Amid mass hysteria, fingers point at the village idiot, Herman Gleib (Dwight Frye, Dracula, Frankenstein), who has a creepy affinity for bats. But after local vigilantes eliminate him from the picture, the killings continue … and Brettschneider tries to keep a cool head as he reluctantly starts searching for supernatural answers.
I love these ‘golden age of horror’ cinema gems! I’m the one you’ll find turning on Turner Classic Movies hoping their playing a Bela Lugosi, Boris Karloff or Lon Chaney classic. This is no different. The Vampire Bat tells the story of strange happenings in a small village in Europe.
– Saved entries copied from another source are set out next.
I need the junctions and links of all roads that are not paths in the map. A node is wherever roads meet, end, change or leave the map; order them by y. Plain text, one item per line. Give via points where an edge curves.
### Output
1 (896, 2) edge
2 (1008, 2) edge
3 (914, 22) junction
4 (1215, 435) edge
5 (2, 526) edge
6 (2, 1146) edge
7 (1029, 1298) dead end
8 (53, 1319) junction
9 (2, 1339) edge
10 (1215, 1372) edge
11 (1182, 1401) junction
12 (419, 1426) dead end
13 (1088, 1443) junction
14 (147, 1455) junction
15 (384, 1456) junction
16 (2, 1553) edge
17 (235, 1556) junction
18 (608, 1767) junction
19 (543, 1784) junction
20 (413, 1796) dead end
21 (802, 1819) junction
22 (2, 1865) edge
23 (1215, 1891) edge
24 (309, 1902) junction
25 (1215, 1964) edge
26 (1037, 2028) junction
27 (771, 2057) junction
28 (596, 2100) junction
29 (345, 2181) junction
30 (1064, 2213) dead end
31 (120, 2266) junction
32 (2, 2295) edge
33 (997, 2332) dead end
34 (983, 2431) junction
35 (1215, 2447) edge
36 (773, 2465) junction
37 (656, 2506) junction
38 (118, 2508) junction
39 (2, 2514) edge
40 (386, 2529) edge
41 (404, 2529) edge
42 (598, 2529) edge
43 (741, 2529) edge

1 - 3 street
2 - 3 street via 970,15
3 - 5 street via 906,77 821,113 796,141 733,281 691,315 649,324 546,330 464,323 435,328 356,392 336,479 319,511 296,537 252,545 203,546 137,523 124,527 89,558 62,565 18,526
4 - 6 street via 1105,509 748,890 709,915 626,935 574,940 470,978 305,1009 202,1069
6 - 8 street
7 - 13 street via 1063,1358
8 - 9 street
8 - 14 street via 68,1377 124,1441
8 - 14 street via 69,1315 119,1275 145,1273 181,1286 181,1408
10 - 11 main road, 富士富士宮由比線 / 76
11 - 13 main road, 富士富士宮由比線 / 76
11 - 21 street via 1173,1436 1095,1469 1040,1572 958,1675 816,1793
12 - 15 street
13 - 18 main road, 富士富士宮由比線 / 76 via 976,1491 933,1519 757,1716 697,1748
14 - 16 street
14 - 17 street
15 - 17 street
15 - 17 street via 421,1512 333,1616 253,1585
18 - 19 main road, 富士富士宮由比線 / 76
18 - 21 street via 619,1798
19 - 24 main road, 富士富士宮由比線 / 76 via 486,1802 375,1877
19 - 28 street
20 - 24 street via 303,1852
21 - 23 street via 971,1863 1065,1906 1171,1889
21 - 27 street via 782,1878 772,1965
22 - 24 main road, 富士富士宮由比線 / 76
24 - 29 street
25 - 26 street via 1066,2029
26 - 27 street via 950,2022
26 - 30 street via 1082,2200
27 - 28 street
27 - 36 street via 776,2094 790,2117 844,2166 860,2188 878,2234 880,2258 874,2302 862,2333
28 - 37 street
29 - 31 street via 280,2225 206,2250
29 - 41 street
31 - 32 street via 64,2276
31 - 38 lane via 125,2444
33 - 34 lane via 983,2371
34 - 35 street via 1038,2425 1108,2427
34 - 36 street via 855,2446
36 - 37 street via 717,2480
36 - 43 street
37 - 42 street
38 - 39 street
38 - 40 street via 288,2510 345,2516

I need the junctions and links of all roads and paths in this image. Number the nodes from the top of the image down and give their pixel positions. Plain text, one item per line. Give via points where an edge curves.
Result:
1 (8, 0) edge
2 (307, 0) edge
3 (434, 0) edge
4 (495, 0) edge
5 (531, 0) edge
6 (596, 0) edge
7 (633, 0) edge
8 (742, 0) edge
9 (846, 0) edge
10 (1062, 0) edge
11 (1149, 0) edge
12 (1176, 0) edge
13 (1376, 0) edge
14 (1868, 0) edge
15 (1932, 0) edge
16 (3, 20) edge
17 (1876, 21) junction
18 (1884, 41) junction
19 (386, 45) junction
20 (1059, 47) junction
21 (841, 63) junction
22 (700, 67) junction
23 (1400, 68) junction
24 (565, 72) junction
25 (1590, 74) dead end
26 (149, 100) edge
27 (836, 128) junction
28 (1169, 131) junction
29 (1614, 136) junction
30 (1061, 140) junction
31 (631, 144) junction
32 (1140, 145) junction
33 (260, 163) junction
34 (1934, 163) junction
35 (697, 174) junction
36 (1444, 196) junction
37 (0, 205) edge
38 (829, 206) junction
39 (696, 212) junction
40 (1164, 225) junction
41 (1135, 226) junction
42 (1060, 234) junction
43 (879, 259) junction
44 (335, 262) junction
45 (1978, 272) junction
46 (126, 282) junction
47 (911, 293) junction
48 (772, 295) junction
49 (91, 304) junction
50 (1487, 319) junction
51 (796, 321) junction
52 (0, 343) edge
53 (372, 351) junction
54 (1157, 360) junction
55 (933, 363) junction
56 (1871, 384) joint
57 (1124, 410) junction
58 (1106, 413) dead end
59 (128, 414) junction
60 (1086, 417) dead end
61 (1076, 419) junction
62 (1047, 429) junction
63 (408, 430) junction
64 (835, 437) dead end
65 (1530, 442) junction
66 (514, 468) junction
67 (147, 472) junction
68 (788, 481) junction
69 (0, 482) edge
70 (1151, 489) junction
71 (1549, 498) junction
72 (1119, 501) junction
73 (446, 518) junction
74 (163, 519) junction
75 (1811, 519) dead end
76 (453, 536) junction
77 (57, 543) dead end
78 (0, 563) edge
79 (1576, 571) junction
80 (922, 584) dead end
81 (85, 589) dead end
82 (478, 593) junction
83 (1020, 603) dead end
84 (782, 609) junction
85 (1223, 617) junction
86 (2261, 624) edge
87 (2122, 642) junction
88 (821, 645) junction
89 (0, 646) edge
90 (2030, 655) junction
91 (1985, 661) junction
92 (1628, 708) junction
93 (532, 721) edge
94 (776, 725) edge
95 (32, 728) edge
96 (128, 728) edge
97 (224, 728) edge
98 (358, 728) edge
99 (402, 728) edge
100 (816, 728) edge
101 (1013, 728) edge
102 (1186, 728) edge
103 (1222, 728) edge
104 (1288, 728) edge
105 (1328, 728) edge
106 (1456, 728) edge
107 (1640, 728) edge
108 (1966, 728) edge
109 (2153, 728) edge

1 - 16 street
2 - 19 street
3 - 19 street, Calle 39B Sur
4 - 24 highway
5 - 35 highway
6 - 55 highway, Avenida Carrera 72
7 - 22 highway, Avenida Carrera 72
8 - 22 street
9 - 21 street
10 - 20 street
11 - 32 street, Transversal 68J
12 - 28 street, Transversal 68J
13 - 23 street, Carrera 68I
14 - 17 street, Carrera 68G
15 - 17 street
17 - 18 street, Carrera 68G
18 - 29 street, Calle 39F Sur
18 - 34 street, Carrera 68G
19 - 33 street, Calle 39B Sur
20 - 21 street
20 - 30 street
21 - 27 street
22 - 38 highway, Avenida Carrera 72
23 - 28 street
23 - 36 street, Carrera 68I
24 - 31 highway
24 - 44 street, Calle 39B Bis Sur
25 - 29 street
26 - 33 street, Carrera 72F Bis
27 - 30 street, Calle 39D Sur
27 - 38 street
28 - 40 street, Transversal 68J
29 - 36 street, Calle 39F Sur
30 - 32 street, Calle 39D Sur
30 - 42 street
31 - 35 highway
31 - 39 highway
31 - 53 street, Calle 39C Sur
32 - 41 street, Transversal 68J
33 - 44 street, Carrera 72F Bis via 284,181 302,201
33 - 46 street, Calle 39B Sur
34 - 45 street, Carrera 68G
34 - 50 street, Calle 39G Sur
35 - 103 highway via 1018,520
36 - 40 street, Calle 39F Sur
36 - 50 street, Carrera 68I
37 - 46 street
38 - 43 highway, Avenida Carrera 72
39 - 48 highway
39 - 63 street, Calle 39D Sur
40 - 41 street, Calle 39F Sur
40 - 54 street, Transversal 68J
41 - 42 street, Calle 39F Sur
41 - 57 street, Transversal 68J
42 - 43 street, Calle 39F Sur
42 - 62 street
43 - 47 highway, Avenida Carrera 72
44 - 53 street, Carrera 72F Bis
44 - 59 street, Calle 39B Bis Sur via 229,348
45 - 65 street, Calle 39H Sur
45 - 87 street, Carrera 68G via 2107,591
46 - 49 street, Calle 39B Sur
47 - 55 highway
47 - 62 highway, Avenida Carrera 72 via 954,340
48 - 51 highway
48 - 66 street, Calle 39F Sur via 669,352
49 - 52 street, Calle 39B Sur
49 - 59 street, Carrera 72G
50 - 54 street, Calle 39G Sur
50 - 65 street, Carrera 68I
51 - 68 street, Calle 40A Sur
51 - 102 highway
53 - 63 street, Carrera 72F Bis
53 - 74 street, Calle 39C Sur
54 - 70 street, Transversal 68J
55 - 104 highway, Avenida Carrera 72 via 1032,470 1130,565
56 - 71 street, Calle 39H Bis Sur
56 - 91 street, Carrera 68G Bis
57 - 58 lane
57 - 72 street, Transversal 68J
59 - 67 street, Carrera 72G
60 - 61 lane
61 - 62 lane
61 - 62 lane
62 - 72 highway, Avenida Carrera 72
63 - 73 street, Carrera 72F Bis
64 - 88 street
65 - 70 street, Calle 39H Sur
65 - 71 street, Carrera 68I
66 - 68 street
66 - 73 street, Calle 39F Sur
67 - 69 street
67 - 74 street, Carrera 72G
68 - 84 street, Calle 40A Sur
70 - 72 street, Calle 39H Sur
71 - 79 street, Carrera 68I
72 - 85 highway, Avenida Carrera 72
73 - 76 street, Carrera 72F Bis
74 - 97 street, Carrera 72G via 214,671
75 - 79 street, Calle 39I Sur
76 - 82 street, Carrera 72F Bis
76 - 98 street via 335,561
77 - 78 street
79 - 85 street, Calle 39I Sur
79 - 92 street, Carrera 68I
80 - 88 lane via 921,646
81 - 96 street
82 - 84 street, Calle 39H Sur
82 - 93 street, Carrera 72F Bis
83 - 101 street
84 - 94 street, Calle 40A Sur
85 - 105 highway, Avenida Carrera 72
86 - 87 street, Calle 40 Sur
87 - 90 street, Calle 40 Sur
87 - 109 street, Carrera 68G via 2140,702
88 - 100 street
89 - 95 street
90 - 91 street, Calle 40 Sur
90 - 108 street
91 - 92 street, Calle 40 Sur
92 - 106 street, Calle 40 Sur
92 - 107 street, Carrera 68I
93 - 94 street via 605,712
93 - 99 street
Corpses are popping up left and right, all drained of blood. So of course you have the towns folk who swear it means there is a vampire on the loose. You also have skeptics who don’t believe in such things. One of the main skeptics is policeman Karl Brettschneider (Melvyn Douglas). His girlfriend Ruth (Fay Wray) is the lab assistant for Dr. Otto (Lionel Atwell). Dr. Otto is a mad scientist who doesn’t think it’s too farfetched to believe that a vampire could be in their midst, but clearly there’s something sinister going on with Dr. Otto. Where there’s a mad scientist you know there’s got to be a laboratory with bubbling beakers. Makes it extra spooky. There is also some comic relief in the form of Ruth’s eccentric Aunt Gussie (Maude Eburne).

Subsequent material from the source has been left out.